Novel assessment and countermeasure for micro-annulus initiation of cement sheath during injection/fracturing

Abstract

The excessive changes of downhole pressure and temperature during injection/fracturing could initiate micro-annulus of cement sheath as the leakage pathway of underground fluid, which increases the risk of suspending production and environmental pollution. The investigations on accurate prediction, operational management and new technologies are significant to sustain well integrity and to enhance safety and efficiency in hydrocarbon and geothermal developments. In this work, a novel fully coupled thermal-stress model is proposed, which can predict the micro-annulus initiation and extension in the casing-cement-formation system. The interfaces of cement sheath with casing/formation are simulated using the contact interaction containing cohesive behavior and damage.

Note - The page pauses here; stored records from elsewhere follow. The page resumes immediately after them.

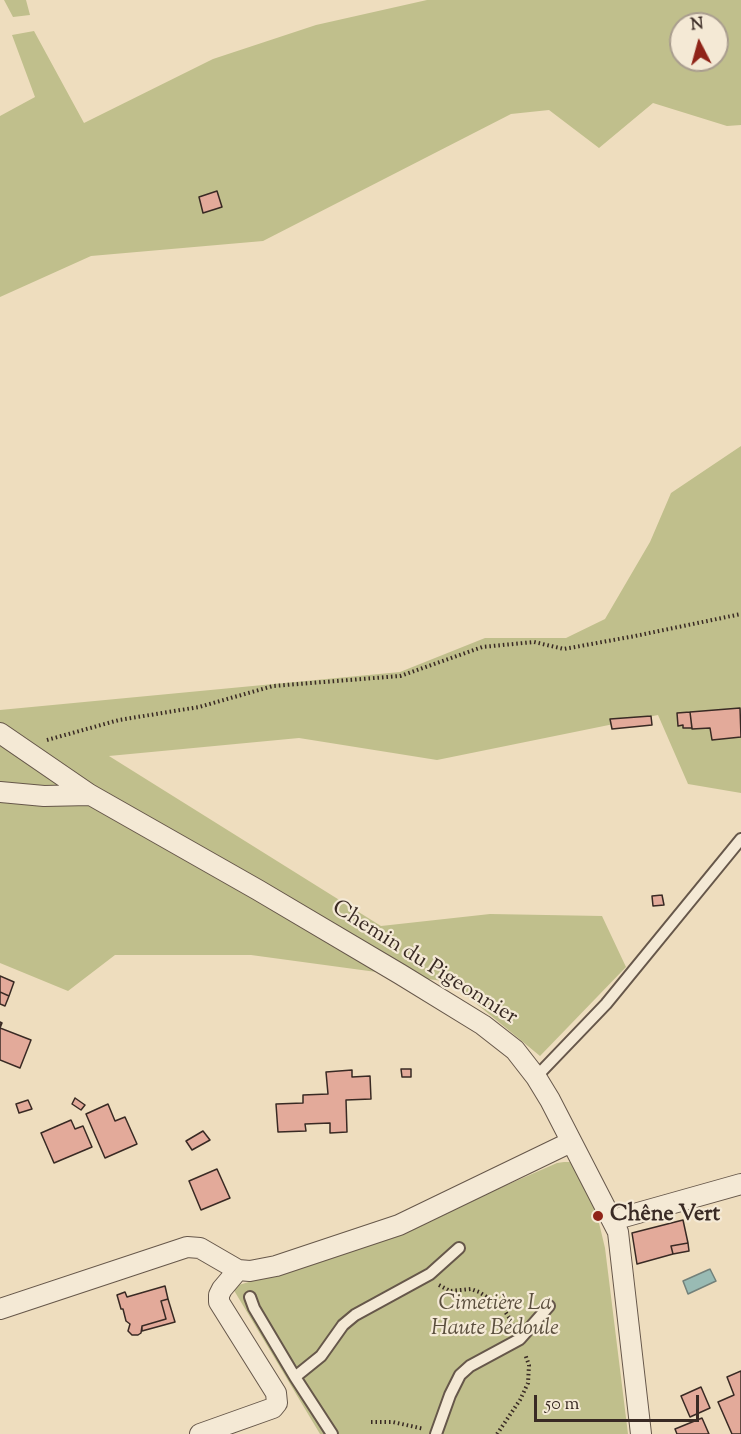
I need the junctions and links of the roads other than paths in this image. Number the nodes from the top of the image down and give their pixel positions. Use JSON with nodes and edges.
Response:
{"nodes":[{"id":1,"x":0,"y":733,"type":"edge"},
{"id":2,"x":0,"y":792,"type":"edge"},
{"id":3,"x":90,"y":795,"type":"junction"},
{"id":4,"x":741,"y":839,"type":"edge"},
{"id":5,"x":536,"y":1077,"type":"junction"},
{"id":6,"x":571,"y":1142,"type":"junction"},
{"id":7,"x":741,"y":1184,"type":"edge"},
{"id":8,"x":613,"y":1220,"type":"junction"},
{"id":9,"x":459,"y":1248,"type":"dead end"},
{"id":10,"x":238,"y":1270,"type":"junction"},
{"id":11,"x":250,"y":1297,"type":"dead end"},
{"id":12,"x":549,"y":1306,"type":"dead end"},
{"id":13,"x":0,"y":1309,"type":"edge"},
{"id":14,"x":295,"y":1377,"type":"junction"},
{"id":15,"x":431,"y":1432,"type":"edge"},
{"id":16,"x":200,"y":1434,"type":"edge"},
{"id":17,"x":332,"y":1434,"type":"edge"},
{"id":18,"x":641,"y":1434,"type":"edge"}],
"edges":[{"from":1,"to":3,"type":"street","name":"Chemin du Pigeonnier"},
{"from":2,"to":3,"type":"street"},
{"from":3,"to":5,"type":"street","name":"Chemin du Pigeonnier"},
{"from":4,"to":5,"type":"lane"},
{"from":5,"to":6,"type":"street","name":"Chemin du Pigeonnier"},
{"from":6,"to":8,"type":"street","name":"Chemin du Pigeonnier"},
{"from":6,"to":10,"type":"street"},
{"from":7,"to":8,"type":"street"},
{"from":8,"to":18,"type":"street","name":"Chemin du Pigeonnier"},
{"from":9,"to":14,"type":"lane"},
{"from":10,"to":13,"type":"street"},
{"from":10,"to":16,"type":"street"},
{"from":11,"to":14,"type":"lane"},
{"from":12,"to":15,"type":"lane"},
{"from":14,"to":17,"type":"lane"}]}
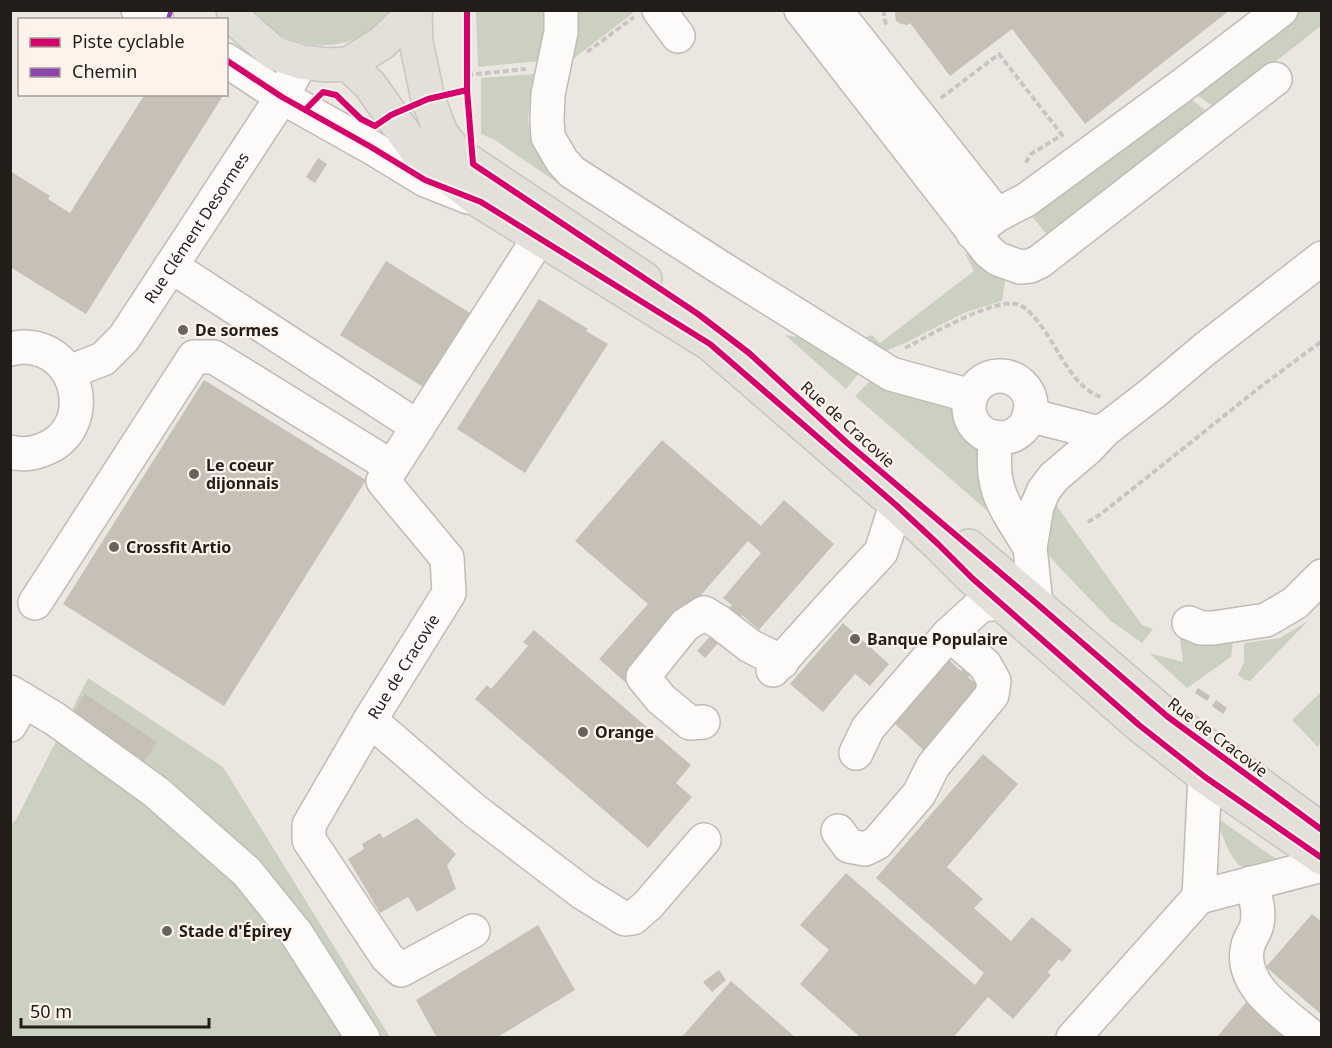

The surface film condition is set on the internal wall of casing to simulate the heat transfer due to cold-water flow. This model is validated by the laboratory experiment and shows high accuracy. Results indicate that the maximum micro-annulus occurs during depressurization process after injection. It is newly found that the debonding could also emerge at the beginning of cold-water circulation in casing. The thermal effect, compared with pressure, is the dominated factor on micro-annulus initiation and size, while the pressure only causes a small plastic micro-annulus. For countermeasures, enhancing tensile strength is not an effective approach to prevent micro-annulus. By appropriately assigning the injection procedure, the micro-annulus can be eliminated in injection/fracturing operations. The findings can supply the technique support for well integrity assessment and management during hydraulic fracturing or high-pressure injection and production.